If you are thinking of expanding your healthcare center’s services to include memory care options, here are a few things to know.
Nearly 70% of adults will require some form of long term care during their lives according to the U.S. Department of Health and Human Services. Your facility already may offer different types of assisted living care, but one area that’s constantly expanding is memory care. Over 5.3 million people suffer from Alzheimer’s disease and other forms of dementia. Caregivers are looking for facilities like yours to assist them in caring for their family members stricken by these disorders.
What is Memory Care?
Memory care refers to long term skilled nursing providing care to patients suffering from Alzheimer’s disease, dementia and other forms of memory loss. A common misconception about assisted living facilities is that they all house some residents suffering from these illnesses. Healthcare centers that deal with these patients often have Special Care Units devoted to specifically caring for afflicted residents featuring staff trained for the issues that such residents bring. These units are often 24-hour supervised care within a separate wing or floor of a facility. If you are underutilizing your facility space, a Special Care Unit might be an excellent way to bring in new residents.
Memory care providers assist with managing medications and other treatments. It’s easy enough to forget a pill during the day, but patients suffering from this disease can have fatal lapses of memory if they don’t take pills for other life-threatening illnesses. Special Care Units also provide structure for the day for residents dealing with dementia. Having a routine down can ease the symptoms of the disease and well as keep the resident calm should they suddenly lose focus on where they are and what they are doing. Memory care is more intensive than what your facility may already provide, but it can be a godsend to families struggling to provide care on their own.
What Do I Need For Memory Care At My Facility?
Licensure varies from state to state, but 28 states require a specialized license for memory care. These fees and the additional costs of providing care mean that memory care is more expensive than a similar level of care. Adjusting your facility for a Special Care Unit may also be required. You’ll need comfortable private or semi-private rooms for residents. They will also need daily meals provided on site. A housekeeping and laundry service will help keep the residents clean. Medication management lets residents stay on the medications provides by their doctors. Exercise and physical therapy programs get the body active which stimulated the mind. Social programs and activities serve a similar function.
One of the biggest challenges (and biggest costs) for a memory care unit is 24-hour monitoring. These residents require a lot more personal assistance because of their condition. Families seeking this level of care will want to know how your facility transfers their loved one from their current level of care to higher levels. Staff not only needs to be properly trained and licensed but also be able to connect with residents and their families.

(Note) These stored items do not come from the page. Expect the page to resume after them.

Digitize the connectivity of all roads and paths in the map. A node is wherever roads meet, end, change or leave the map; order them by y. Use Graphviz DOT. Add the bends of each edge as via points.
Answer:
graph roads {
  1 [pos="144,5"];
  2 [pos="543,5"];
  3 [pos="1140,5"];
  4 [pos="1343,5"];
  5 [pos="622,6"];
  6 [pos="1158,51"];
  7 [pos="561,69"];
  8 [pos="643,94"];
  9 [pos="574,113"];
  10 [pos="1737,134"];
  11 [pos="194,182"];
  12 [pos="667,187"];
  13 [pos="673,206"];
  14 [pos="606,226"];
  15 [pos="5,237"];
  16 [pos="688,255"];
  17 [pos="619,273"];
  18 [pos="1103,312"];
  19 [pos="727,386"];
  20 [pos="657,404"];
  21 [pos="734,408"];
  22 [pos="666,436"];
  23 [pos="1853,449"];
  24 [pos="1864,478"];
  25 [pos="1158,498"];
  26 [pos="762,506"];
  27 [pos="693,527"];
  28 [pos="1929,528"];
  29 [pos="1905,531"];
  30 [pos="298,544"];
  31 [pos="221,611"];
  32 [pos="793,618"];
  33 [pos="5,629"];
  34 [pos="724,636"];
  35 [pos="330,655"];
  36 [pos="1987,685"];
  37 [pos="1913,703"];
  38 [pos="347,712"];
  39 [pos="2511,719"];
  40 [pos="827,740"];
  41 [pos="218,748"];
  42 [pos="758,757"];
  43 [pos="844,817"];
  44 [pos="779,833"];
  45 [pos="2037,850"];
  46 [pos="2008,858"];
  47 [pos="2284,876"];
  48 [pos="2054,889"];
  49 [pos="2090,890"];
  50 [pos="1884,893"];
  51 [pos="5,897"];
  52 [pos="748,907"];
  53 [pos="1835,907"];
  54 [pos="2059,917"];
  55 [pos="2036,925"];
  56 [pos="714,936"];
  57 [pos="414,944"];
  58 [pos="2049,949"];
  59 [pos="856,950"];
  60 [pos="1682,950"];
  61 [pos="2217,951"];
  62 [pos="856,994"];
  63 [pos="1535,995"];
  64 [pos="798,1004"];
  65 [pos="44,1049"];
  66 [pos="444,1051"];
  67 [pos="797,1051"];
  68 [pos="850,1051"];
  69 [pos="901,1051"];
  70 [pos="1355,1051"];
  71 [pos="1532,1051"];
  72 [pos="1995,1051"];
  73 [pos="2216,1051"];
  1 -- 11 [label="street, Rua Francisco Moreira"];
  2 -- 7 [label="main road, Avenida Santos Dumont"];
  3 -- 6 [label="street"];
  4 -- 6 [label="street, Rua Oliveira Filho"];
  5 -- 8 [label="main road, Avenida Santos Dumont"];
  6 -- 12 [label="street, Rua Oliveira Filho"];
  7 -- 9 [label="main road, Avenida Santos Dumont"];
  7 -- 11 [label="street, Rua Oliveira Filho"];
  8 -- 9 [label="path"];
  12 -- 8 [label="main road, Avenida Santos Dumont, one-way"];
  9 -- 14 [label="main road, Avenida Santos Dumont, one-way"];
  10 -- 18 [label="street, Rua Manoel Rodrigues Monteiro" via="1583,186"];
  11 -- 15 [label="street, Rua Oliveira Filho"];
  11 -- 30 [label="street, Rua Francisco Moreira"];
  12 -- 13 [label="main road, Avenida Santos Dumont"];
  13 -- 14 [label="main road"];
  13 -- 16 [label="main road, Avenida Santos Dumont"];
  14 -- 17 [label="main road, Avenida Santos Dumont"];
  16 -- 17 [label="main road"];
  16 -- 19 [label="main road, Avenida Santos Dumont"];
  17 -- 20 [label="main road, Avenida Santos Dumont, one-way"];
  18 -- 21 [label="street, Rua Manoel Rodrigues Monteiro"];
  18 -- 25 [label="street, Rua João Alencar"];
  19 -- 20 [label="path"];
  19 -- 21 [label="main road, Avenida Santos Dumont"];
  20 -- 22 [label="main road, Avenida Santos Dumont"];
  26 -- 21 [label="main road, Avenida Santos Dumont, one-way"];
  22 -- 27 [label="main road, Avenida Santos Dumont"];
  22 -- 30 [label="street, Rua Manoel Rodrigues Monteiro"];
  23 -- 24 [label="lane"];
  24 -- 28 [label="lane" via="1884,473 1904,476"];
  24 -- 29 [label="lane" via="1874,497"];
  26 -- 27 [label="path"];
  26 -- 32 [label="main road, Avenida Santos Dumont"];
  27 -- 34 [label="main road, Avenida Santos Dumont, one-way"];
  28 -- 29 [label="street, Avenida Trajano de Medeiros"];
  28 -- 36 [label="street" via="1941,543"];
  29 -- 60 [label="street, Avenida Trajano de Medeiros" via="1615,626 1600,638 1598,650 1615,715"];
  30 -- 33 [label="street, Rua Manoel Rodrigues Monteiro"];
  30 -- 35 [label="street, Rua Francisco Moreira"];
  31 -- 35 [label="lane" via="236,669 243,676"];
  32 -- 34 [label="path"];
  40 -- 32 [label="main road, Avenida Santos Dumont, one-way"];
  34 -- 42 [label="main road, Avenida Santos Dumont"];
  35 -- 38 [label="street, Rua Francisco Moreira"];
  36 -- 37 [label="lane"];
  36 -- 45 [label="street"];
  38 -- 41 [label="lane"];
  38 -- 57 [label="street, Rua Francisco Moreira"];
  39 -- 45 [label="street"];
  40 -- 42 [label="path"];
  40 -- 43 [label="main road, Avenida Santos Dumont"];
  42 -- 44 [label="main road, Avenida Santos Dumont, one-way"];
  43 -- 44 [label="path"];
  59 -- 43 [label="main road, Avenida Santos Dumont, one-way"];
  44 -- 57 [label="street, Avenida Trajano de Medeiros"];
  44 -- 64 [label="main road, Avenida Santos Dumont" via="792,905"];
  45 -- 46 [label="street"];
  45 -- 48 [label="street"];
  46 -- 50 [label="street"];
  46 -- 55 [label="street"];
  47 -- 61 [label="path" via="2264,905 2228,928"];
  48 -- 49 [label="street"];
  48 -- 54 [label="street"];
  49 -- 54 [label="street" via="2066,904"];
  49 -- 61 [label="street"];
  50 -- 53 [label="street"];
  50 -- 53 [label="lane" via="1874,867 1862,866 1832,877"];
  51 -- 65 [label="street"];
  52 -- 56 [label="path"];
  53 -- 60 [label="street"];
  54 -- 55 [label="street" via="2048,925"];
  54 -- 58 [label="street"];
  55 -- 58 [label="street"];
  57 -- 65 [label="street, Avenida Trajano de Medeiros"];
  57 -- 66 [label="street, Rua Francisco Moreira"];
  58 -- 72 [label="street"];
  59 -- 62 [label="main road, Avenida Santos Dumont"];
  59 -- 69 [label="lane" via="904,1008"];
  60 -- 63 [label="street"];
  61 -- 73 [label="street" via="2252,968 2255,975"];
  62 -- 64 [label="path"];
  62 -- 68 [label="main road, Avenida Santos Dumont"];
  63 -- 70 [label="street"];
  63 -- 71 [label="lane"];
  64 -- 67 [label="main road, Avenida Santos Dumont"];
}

Residents might not be able to communicate their needs, so staff might have to reach out to the family to provide assistance.

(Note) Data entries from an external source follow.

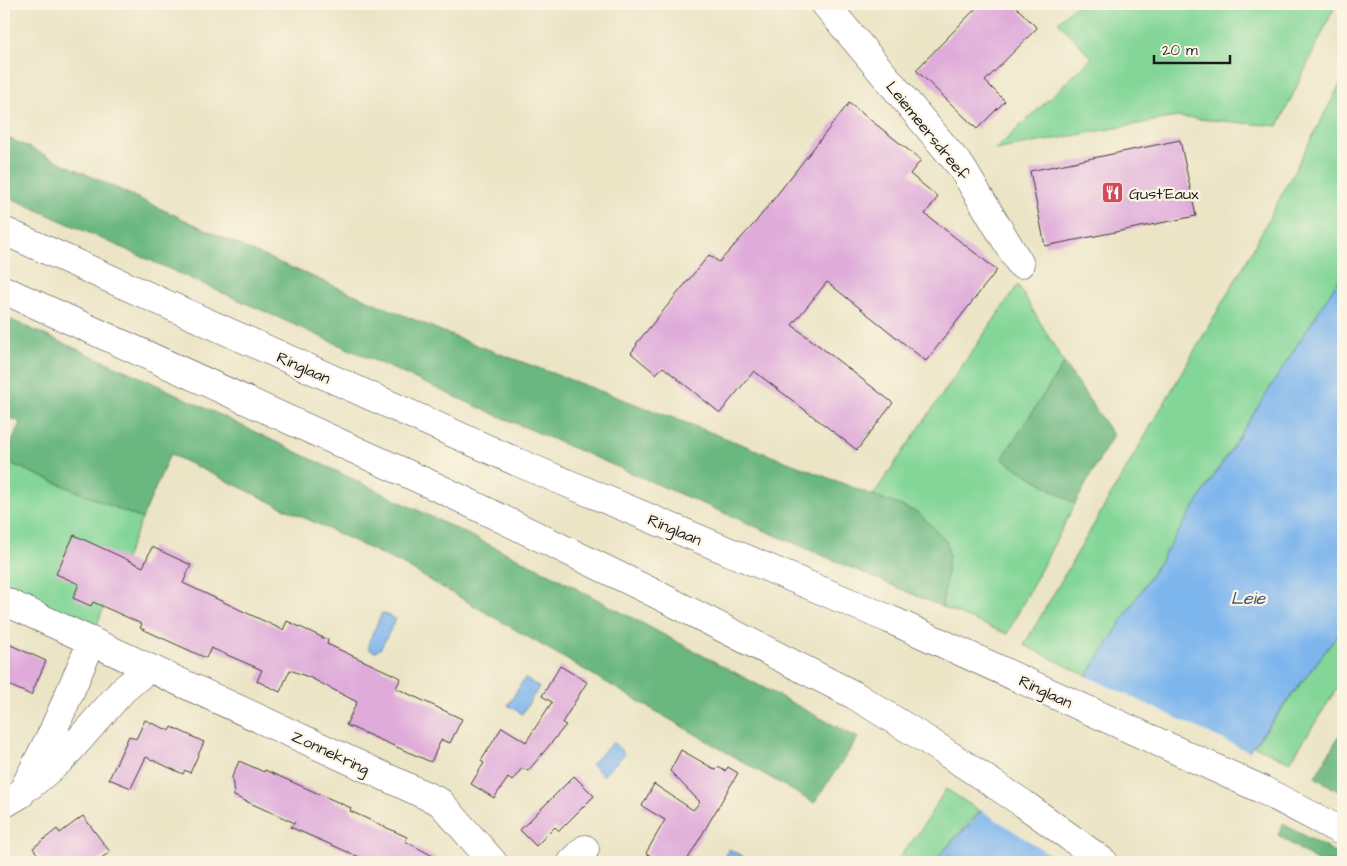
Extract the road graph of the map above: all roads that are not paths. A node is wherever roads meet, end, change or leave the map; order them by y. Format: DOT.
graph roads {
  1 [pos="824,4"];
  2 [pos="4,231"];
  3 [pos="1020,264"];
  4 [pos="4,290"];
  5 [pos="4,601"];
  6 [pos="92,641"];
  7 [pos="149,668"];
  8 [pos="12,799"];
  9 [pos="1343,832"];
  10 [pos="493,862"];
  11 [pos="1104,862"];
  1 -- 3 [label="main road, Leiemeersdreef"];
  2 -- 9 [label="main road, Ringlaan"];
  4 -- 11 [label="main road"];
  5 -- 6 [label="main road, Zonnekring"];
  6 -- 7 [label="main road, Zonnekring"];
  6 -- 8 [label="main road"];
  7 -- 8 [label="main road"];
  7 -- 10 [label="main road, Zonnekring"];
}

What Can I Add On To Make My Facility Stand Out?
Getting your healthcare facility ready may require some changes in your building. Special Care Units should be separated from the rest of your residents, either in a different wing or floor. Hallways should be designed to protect against residents from accidentally walking into sensitive areas or getting free of the facility. You may also want to consider specialized areas for residents that display aggressive or disruptive behaviors.
Keeping your support staff on the cutting edge of caregiver technology can also make families more likely to choose your special care unit. Using technology to be mindful of residents allow your staff to respond more quickly to issues that may arise. Placing trackers on wheelchairs and other mobility devices alert you to residents that get too close to the exits. Applying modern tracking technology to your residents can keep them safe and secure.
Matching up residents and technology can prove challenging, but tablets and touchscreens bridge the gap for many seniors. Memory care often means engaging in stimulating activities, many of which are just an app away. Clevermind, for example, was specifically designed for victims of Alzheimer’s disease and dementia to keep them stimulated through treatment tips, games and social media. Memory games also work wonders to keep a resident’s mind engaged, whether it be match-two style or even hidden-picture games. Even common apps like YouTube can be used to stimulate brains by playing music, movie clips or cat videos. If it can get a response from a resident, it’s something you might want to add to an iPad in your facility.
With so many Americans at risk for dementia, you have many opportunities to expand your healthcare center into a memory care facility. A Special Care Unit puts you in the minds of families that need specialized care for their loved ones. Managing your residents’ health is a burden many families seek to have relieved. You’ll need to ensure your facility is properly licensed and staffed with individuals that put the care of residents at the top of their priority list. If you’re looking to renovate your facility already, reworking part of it for a Special Care Unit can increase the safety for all your residents and staff. Provide staff with modern techniques and they’ll reward you by working harder and working better. Be sure to dedicate time to resident technology too. Engaging the patients entrusted in your care goes a long way to help them live fulfilling lives.